* [YOUR OBJECTIVE]: Lines in the data below that contain the word "JSON" are to be copied.

* [RECORD SET]:
************

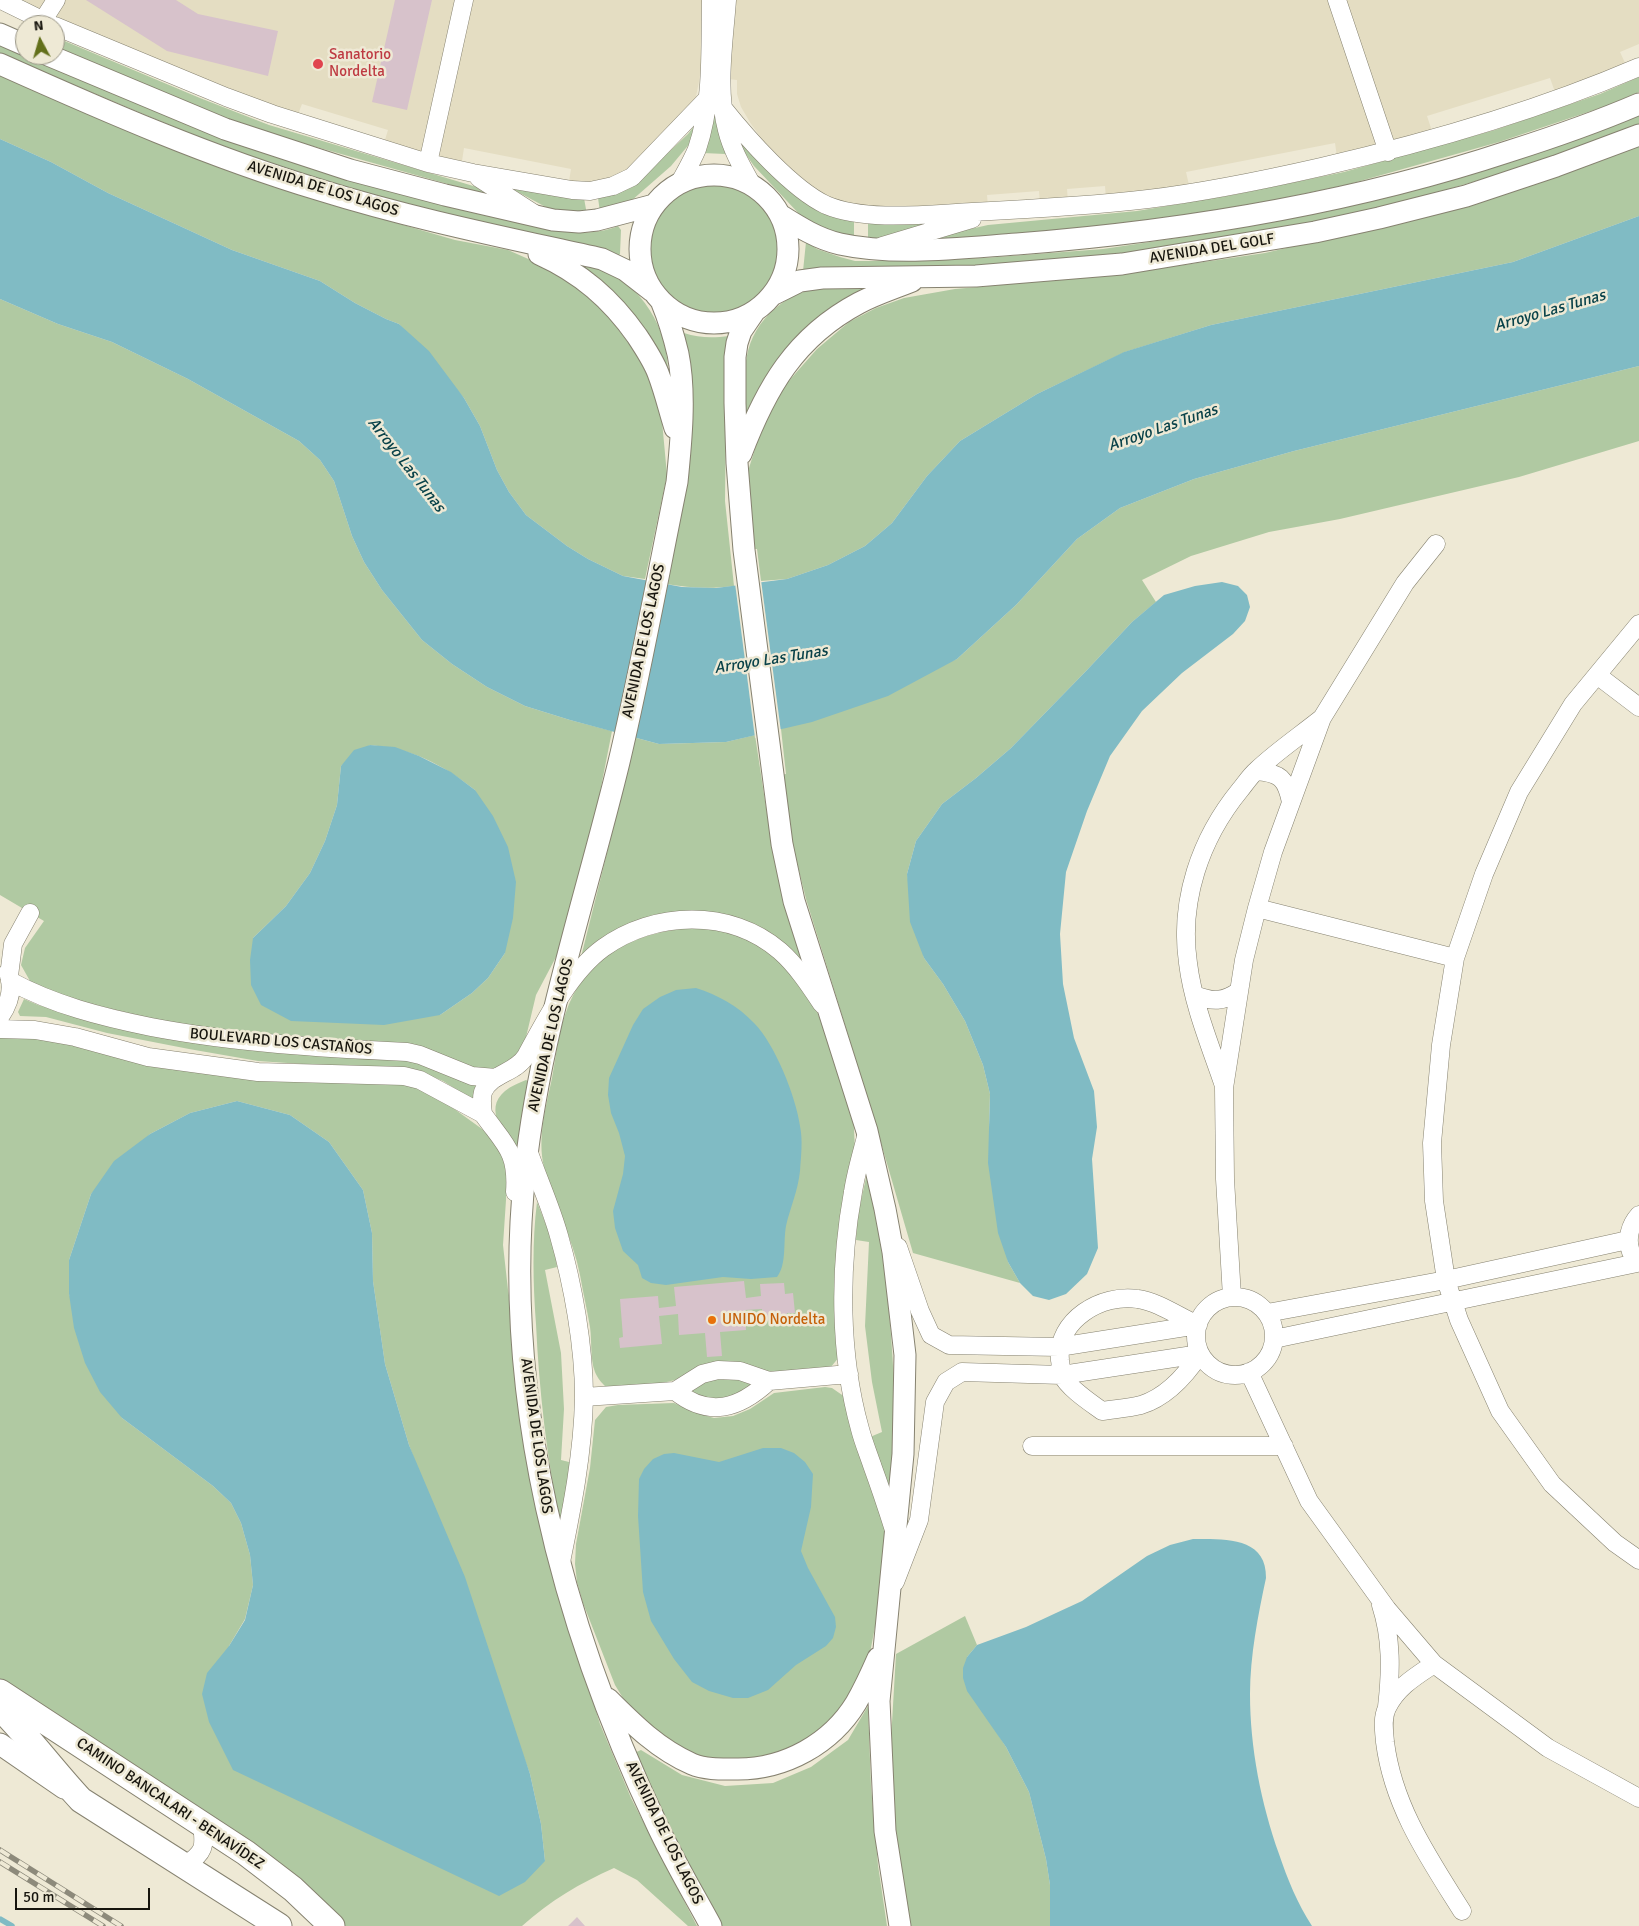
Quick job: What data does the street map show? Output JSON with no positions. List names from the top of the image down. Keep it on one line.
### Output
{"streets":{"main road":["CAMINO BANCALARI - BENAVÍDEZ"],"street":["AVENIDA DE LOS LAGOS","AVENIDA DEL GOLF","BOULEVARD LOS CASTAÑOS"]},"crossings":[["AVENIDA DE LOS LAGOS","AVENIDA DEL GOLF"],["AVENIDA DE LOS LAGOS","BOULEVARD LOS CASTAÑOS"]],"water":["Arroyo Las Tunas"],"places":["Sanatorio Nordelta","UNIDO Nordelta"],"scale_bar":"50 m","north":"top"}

************

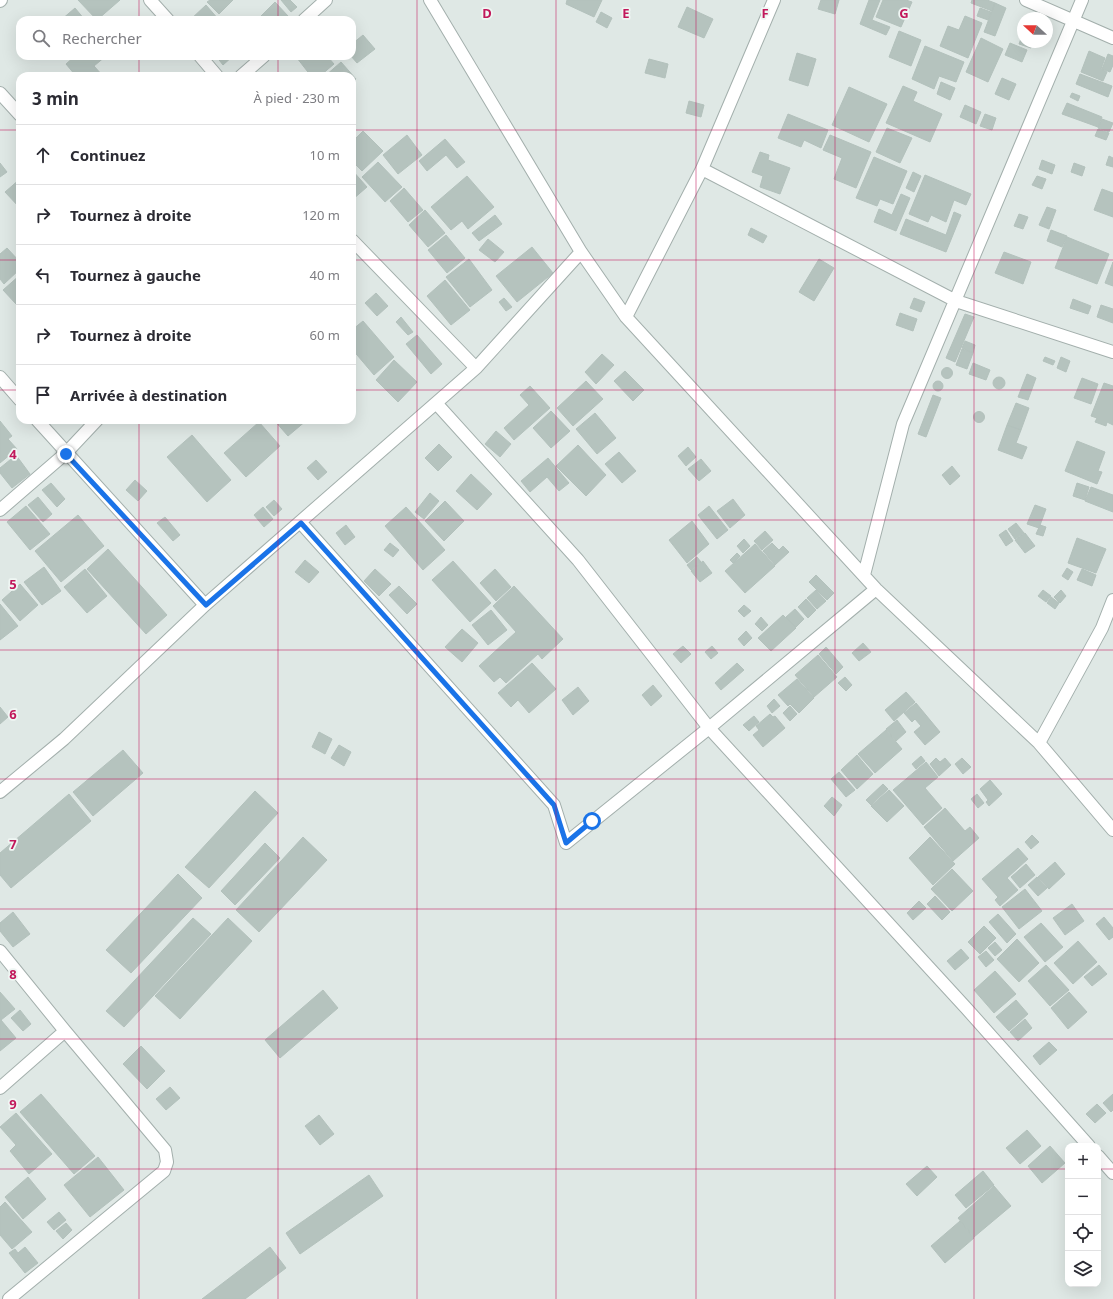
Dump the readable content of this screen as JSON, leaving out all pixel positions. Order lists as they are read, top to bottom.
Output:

************

* [YOUR SOLUTION]:
Quick job: What data does the street map show? Output JSON with no positions. List names from the top of the image down. Keep it on one line.
Dump the readable content of this screen as JSON, leaving out all pixel positions. Order lists as they are read, top to bottom.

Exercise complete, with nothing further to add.